Here’s what I wrote in response to The Pedant’s last email:

So, looking back on our major relationship conflicts over the years, there’s a distinct pattern:

  1. I mention that certain incidents/behaviours/etc have been making me unhappy because they appear – on the surface – to indicate that you don’t value me highly. Not accusing you of ACTUALLY NOT VALUING ME or of hurting me on purpose, mind you. Just explaining how things come across to me.
  2. I give you a list of concrete, actionable things you can do that will make the problem entirely go away. No hinting, no passive aggression, just: you have not been doing the thing, I need the thing, please do the thing.
  3. You write back a deluge of gaslighting and excuses with no acknowledgement of my feelings or apology for your actions having hurt me (And don’t address my stated needs, IIRC, except for this time).
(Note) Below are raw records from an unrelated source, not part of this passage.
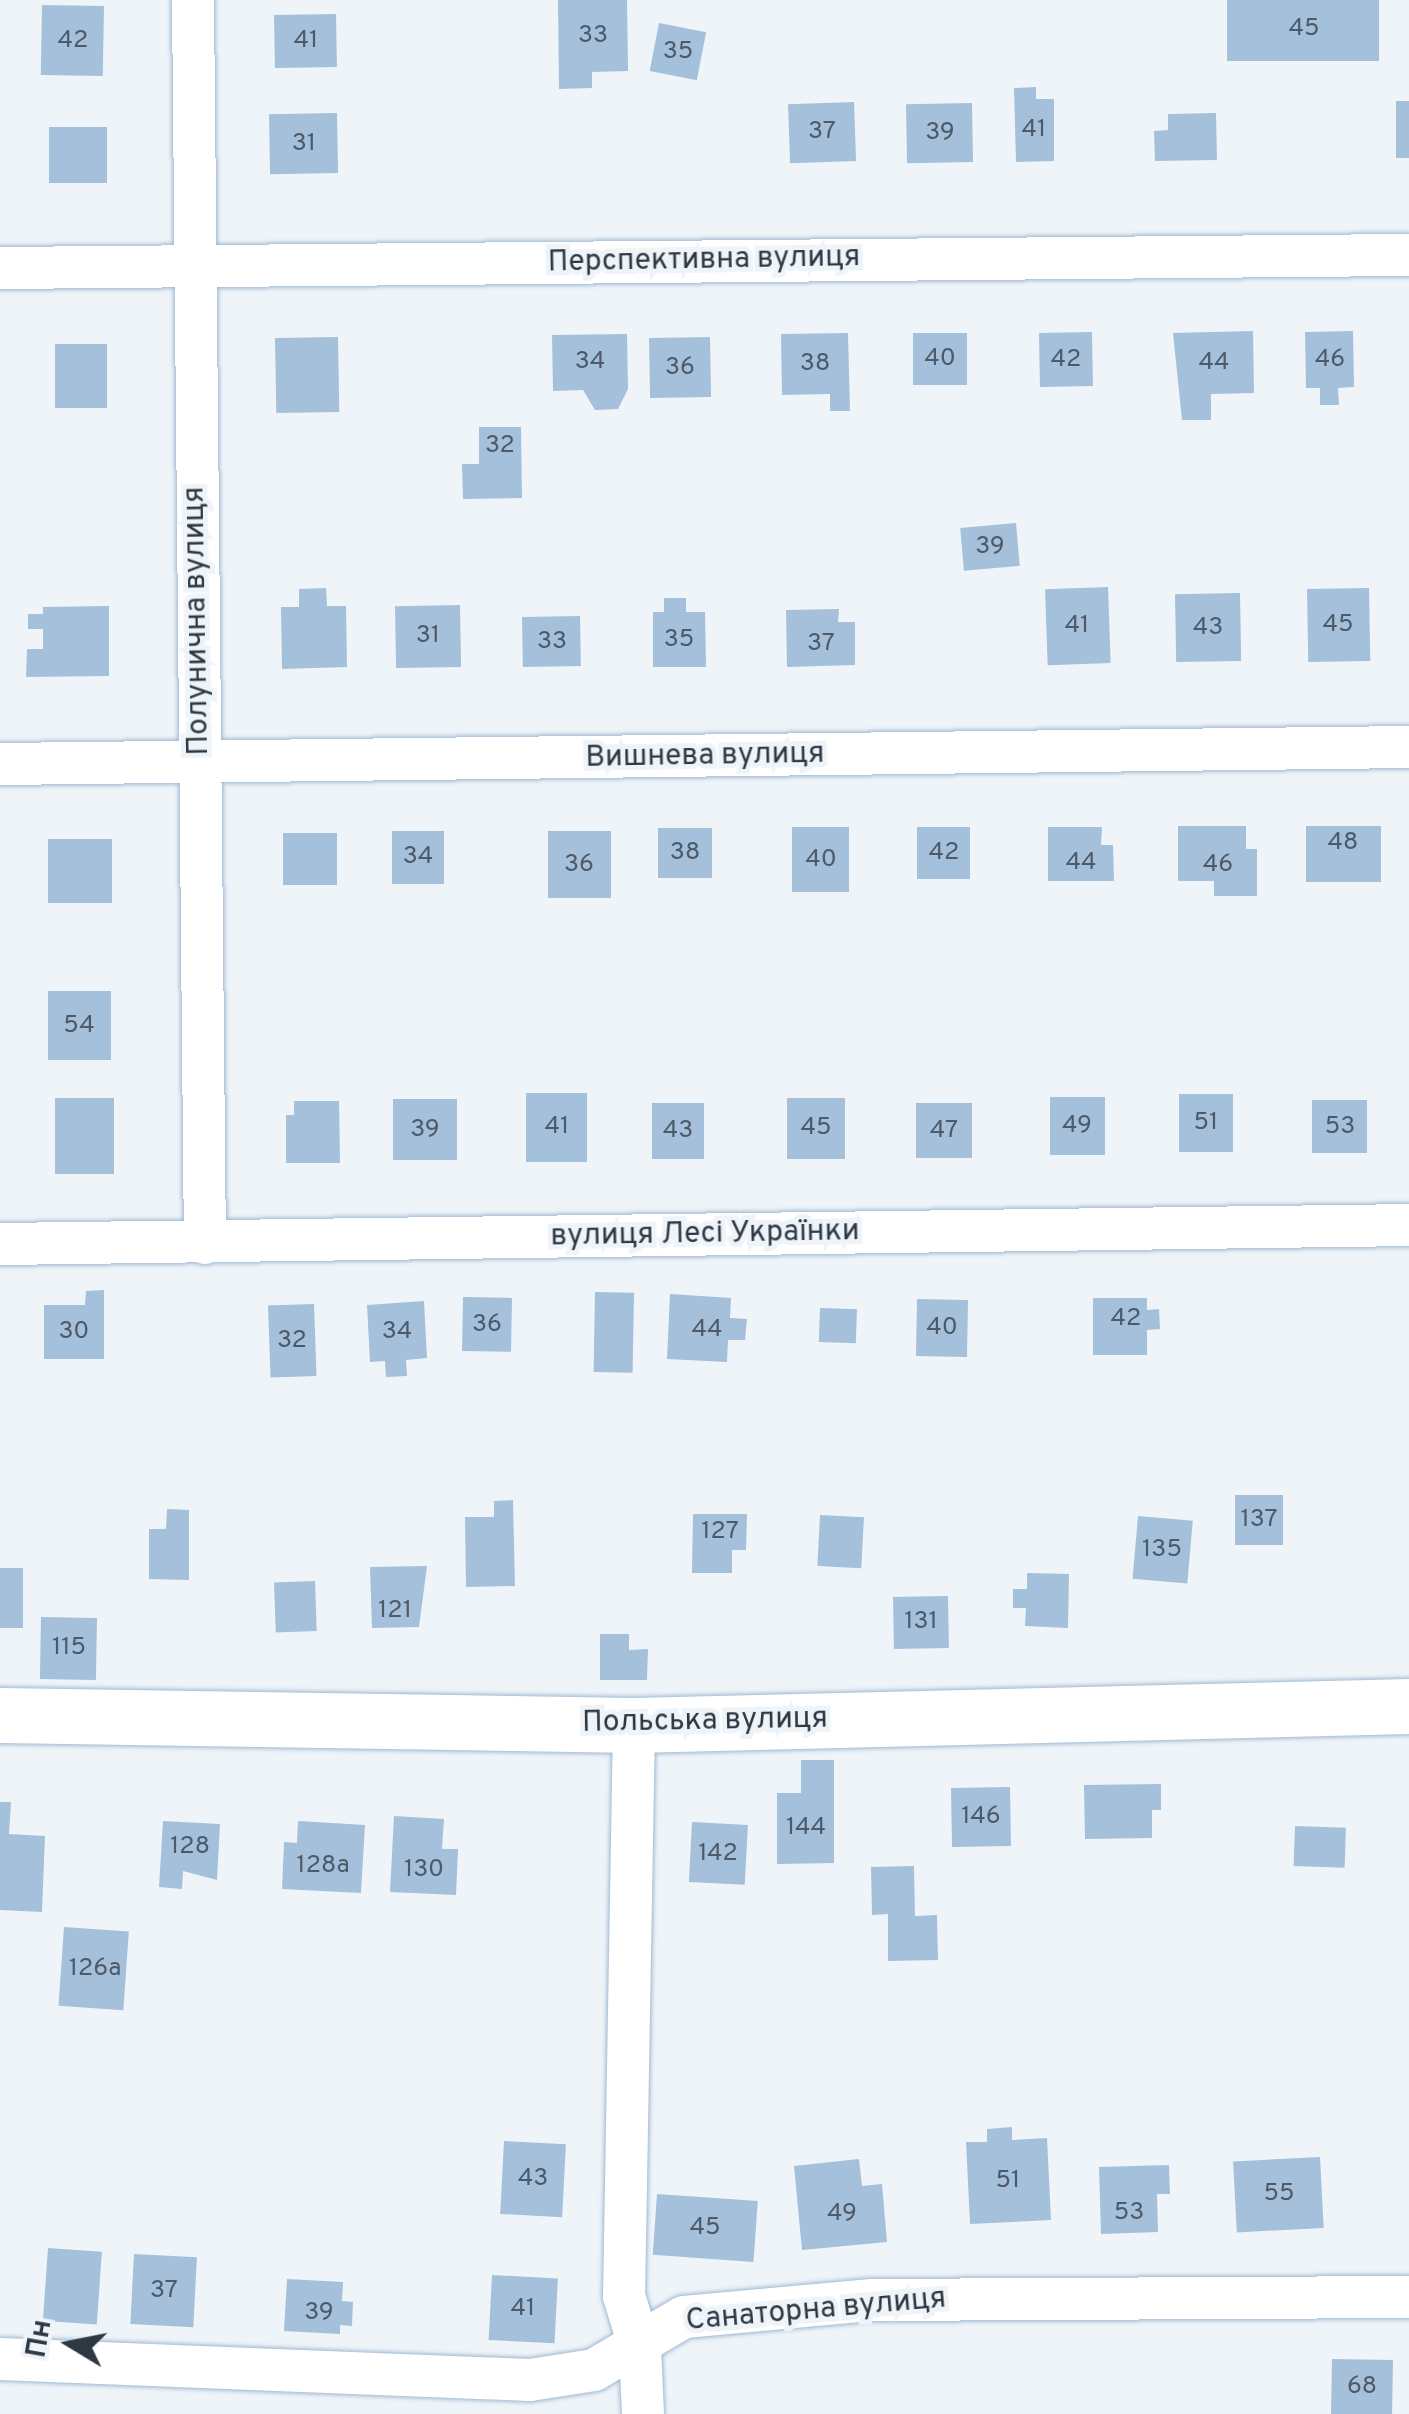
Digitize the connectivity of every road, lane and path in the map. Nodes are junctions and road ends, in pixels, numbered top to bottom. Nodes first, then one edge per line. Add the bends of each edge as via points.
1 (193, 0) edge
2 (1409, 255) edge
3 (194, 266) junction
4 (0, 268) edge
5 (1409, 747) edge
6 (200, 763) junction
7 (0, 764) edge
8 (1409, 1225) edge
9 (205, 1242) junction
10 (0, 1244) edge
11 (1409, 1706) edge
12 (0, 1715) edge
13 (634, 1725) junction
14 (1409, 2297) edge
15 (640, 2348) junction
16 (0, 2359) edge
17 (643, 2414) edge

1 - 3 street, Полунична вулиця
2 - 3 street, Перспективна вулиця
3 - 4 street, Перспективна вулиця
3 - 6 street, Полунична вулиця
5 - 6 street, Вишнева вулиця
6 - 7 street, Вишнева вулиця
6 - 9 street, Полунична вулиця
8 - 9 street, вулиця Лесі Українки
9 - 10 street, вулиця Лесі Українки
11 - 13 street, Польська вулиця
12 - 13 street, Польська вулиця
13 - 15 street via 624,2296
14 - 15 street, Санаторна вулиця via 872,2300 684,2317 643,2336
15 - 16 street, Санаторна вулиця via 594,2370 530,2380
15 - 17 street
So, okay. If you accidentally step on someone’s foot and they flinch and say “ow,” you don’t tell them that you DIDN’T step on their foot, right? And you don’t give a lengthy explanation for WHY you stumbled and stepped on them, expecting that this will make anything better. You just APOLOGIZE. Your intent is irrelevant, your reasons are irrelevant, the point is someone got hurt because of something you did, and you feel bad about it, so you say you’re sorry.

AFTER the apology, it’s okay or possibly even helpful to give further insights – to rehash things and tell your side. But when you skip the apology and launch immediately into backstory and excuses it just comes off like you care more about proving me wrong than you do about me hurting.

I’m not playing along. I will not be baited into picking over the minutiae of our every interaction in hopes of proving to you that my hurt is valid so you’ll finally acknowledge it. I know that’s not ever how any of this ends.

So, look – you win. I believe, truly, that your intentions have always been above reproach and that I just misinterpret you sometimes. I genuinely believe that even if your actions LOOK exactly like the actions of someone who takes their partner for granted, the likeness is coincidental and you don’t in fact feel that way.

…Of course, this changes absolutely nothing on my end. I’ve still been sitting here for god knows how many months stuck in hurtful misunderstandings and not getting my relationship needs met with you, and you haven’t expressed even a modicum of sorrow or regret over this.

But the important thing is that you WON.

I need to not talk to you for a while.